Vera Lucia Souza, au centre, et Madalena da Silva, pleurent leur frère et fils, Paulo Roberto da Silva, 47 ans, décédé des suites de la COVID-19 à São Paulo, au Brésil, jeudi.
Vera Lucia Souza, au centre, et Madalena da Silva, pleurent leur frère et fils, Paulo Roberto da Silva, 47 ans, décédé des suites de la COVID-19 à São Paulo, au Brésil, jeudi.

Décès liés à la COVID-19: le Brésil passe au troisième rang

RIO DE JANEIRO — Le Brésil est devenu jeudi le troisième pays au monde déplorant le plus de décès liés au nouveau coronavirus, dépassant le seuil des 34 000 morts, devant l’Italie, après un nouveau record de morts enregistrés en 24 heures.

Le dernier bilan du ministère de la Santé fait état de 34 021 décès et 614 941 cas confirmés, avec 1473 morts recensées depuis mercredi soir, sachant que les chiffres officiels sont largement sous-estimés selon les spécialistes.

Avec 212 millions d’habitants, le Brésil a une population trois fois plus grande que celle de l’Italie, qui a été l’épicentre de la pandémie en Europe et compte 33 689 morts.

Le Brésil déplore néanmoins 153 morts de COVID-19 par million d’habitants, contre 557,2 pour l’Italie ou 587,8 pour le Royaume-Uni.

Le Brésil est le deuxième pays au monde en termes de personnes infectées, derrière les États-Unis, avec 30 925 nouveaux cas confirmés en 24 heures.

Pour le troisième jour consécutif, le plus grand pays d’Amérique latine enregistre un record de morts quotidiennes, après 1349 mercredi et 1262 mardi.

Les chiffres du ministère n’ont été diffusés qu’après 22h (21h, heure du Québec), sans qu’aucune explication sur cet horaire tardif n’ait été fournie. Ils étaient communiqués dès 17h au début de la pandémie.

Cela fait bientôt trois semaines que le Brésil n’a plus de ministre de la Santé, depuis la démission de Nelson Teich, remplacé à titre intérimaire par Eduardo Pazuello, un général d’active.

L’État de São Paulo, le plus riche et plus peuplé du pays, reste le plus touché, avec 8560 morts et 129 200 cas confirmés, devant celui de Rio de Janeiro (6327 morts et 60 032 personnes infectées). Ces deux États ont pourtant débuté cette semaine une reprise graduelle de l’activité économique.
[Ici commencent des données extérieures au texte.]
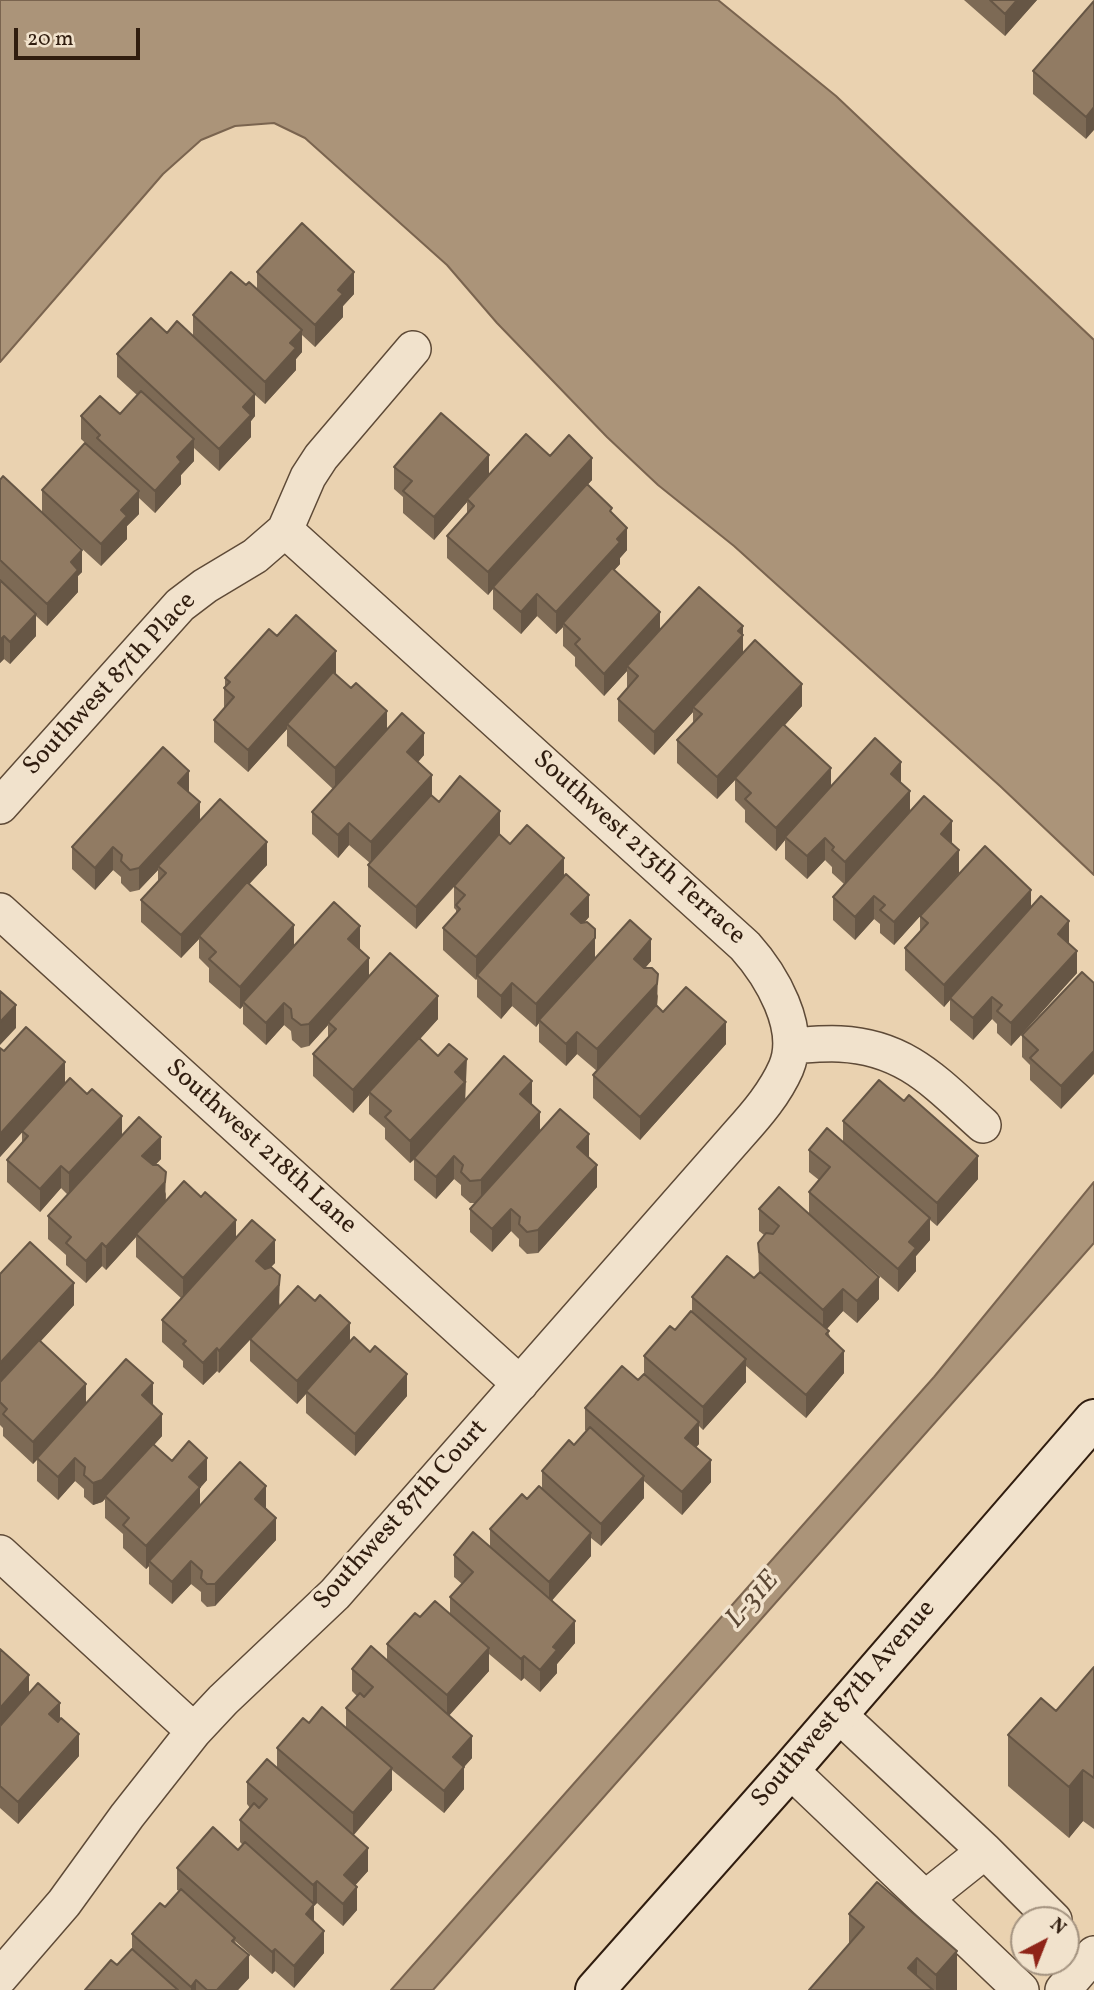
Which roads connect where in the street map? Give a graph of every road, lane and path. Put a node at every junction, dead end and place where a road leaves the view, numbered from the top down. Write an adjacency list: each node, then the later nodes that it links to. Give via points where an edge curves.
1 (412, 349): 2 (street, Southwest 87th Place, via 321,457)
2 (285, 530): 3 (street, Southwest 87th Place, via 180,605); 5 (street, Southwest 213th Terrace, via 745,946 774,984)
3 (0, 806)
4 (0, 911): 7 (street, Southwest 218th Lane)
5 (791, 1046): 6 (street, via 837,1043 894,1055 930,1078); 7 (street, Southwest 87th Court, via 786,1066 760,1109)
6 (983, 1125)
7 (520, 1384): 11 (street, Southwest 87th Court, via 335,1594)
8 (1094, 1419): 10 (street, Southwest 87th Avenue)
9 (0, 1553): 11 (street)
10 (838, 1714): 12 (street, Southwest 87th Avenue); 13 (street)
11 (194, 1731): 17 (street, Southwest 87th Court, via 64,1903)
12 (790, 1770): 14 (street); 18 (street, Southwest 87th Avenue)
13 (985, 1851): 14 (street); 15 (street)
14 (926, 1898): 19 (street)
15 (1040, 1906)
16 (1092, 1961): 20 (street)
17 (0, 1978)
18 (595, 1990)
19 (1021, 1990)
20 (1063, 1990)

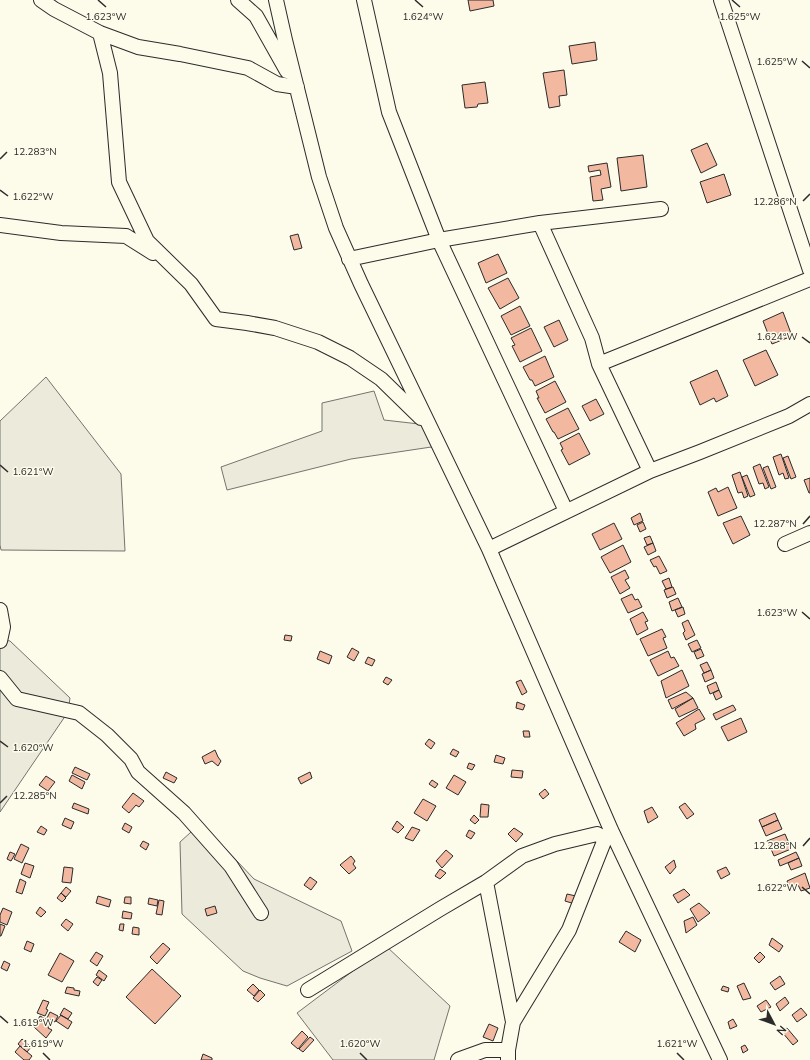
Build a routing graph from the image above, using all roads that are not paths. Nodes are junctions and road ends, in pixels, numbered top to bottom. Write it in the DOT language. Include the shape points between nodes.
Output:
graph roads {
  1 [pos="42,0"];
  2 [pos="238,0"];
  3 [pos="276,0"];
  4 [pos="364,0"];
  5 [pos="721,0"];
  6 [pos="100,33"];
  7 [pos="297,87"];
  8 [pos="661,209"];
  9 [pos="540,223"];
  10 [pos="0,225"];
  11 [pos="438,240"];
  12 [pos="349,259"];
  13 [pos="174,266"];
  14 [pos="810,270"];
  15 [pos="810,279"];
  16 [pos="599,364"];
  17 [pos="810,404"];
  18 [pos="428,425"];
  19 [pos="650,471"];
  20 [pos="566,511"];
  21 [pos="810,532"];
  22 [pos="785,544"];
  23 [pos="489,549"];
  24 [pos="0,610"];
  25 [pos="0,640"];
  26 [pos="0,678"];
  27 [pos="608,834"];
  28 [pos="486,882"];
  29 [pos="261,913"];
  30 [pos="308,990"];
  31 [pos="513,1022"];
  32 [pos="508,1055"];
  33 [pos="458,1060"];
  34 [pos="720,1060"];
  1 -- 6 [label="street"];
  2 -- 7 [label="street" via="256,16"];
  3 -- 7 [label="street"];
  4 -- 11 [label="street" via="389,112"];
  5 -- 14 [label="street"];
  6 -- 7 [label="street" via="138,47 248,68 277,84"];
  6 -- 13 [label="street" via="110,73 119,182 147,241"];
  7 -- 12 [label="street" via="319,177"];
  8 -- 9 [label="street"];
  9 -- 11 [label="street"];
  9 -- 16 [label="street" via="592,338"];
  10 -- 13 [label="street" via="61,233 126,236"];
  11 -- 12 [label="street"];
  11 -- 20 [label="street"];
  12 -- 18 [label="street"];
  13 -- 18 [label="street" via="192,284 216,319 275,328 318,342 350,358 381,379"];
  15 -- 16 [label="street"];
  16 -- 19 [label="street"];
  17 -- 19 [label="street" via="789,416"];
  18 -- 23 [label="street"];
  19 -- 20 [label="street"];
  20 -- 23 [label="street"];
  21 -- 22 [label="street"];
  23 -- 27 [label="street"];
  24 -- 25 [label="street"];
  26 -- 29 [label="street" via="17,698 79,713 107,734 131,759 138,772 184,813 231,866"];
  27 -- 28 [label="street" via="597,834 555,844 522,856"];
  27 -- 31 [label="street" via="569,930"];
  27 -- 34 [label="street"];
  28 -- 30 [label="street"];
  28 -- 31 [label="street"];
  31 -- 32 [label="street"];
  32 -- 33 [label="street" via="485,1050"];
}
La situation reste critique dans des États pauvres du Nord, comme l’Amazonas (2183 morts) et le Para (3416), ou du Nord-est, comme le Ceara (3813) ou le Pernambouc (3124).

Même si les courbes de la pandémie demeurent en pleine ascension, le président d’extrême droite Jair Bolsonaro continue de prôner le retour aux activités normales au nom de la préservation de l’emploi, remettant en cause les mesures de confinement prises par les gouverneurs des États.

Plus de 1000 morts jeudi aux États-Unis

Le coronavirus a fait 1021 décès supplémentaires en 24 heures aux États-Unis, selon le comptage jeudi à 20h30 de l’Université Johns Hopkins, qui fait référence.

Cela porte à plus de 108 000 le nombre total de morts dans le pays, où plus de 1 870 000 cas ont par ailleurs été recensés, d’après les chiffres de l’université actualisés en continu.

Quelque 485 000 personnes sont déclarées guéries.

Les États-Unis sont, en valeur absolue, de loin le pays le plus touché par la pandémie, tant en nombre de décès que de cas diagnostiqués. Mais rapporté à la population, plusieurs pays européens — dont la France, l’Italie ou l’Espagne — comptent plus de morts par habitant que l’Amérique.

Selon une moyenne de neuf modèles épidémiologiques réalisée par des chercheurs de l’université du Massachusetts, le nombre de décès de la COVID-19 devrait avoisiner les 127 000 morts dans le pays d’ici le 27 juin.

Même si la pandémie ralentit dans le pays depuis le pic atteint à la mi-avril, les professionnels de santé s’inquiètent, avec les manifestations actuelles contre la brutalité policière et le racisme, d’une résurgence dans les semaines à venir.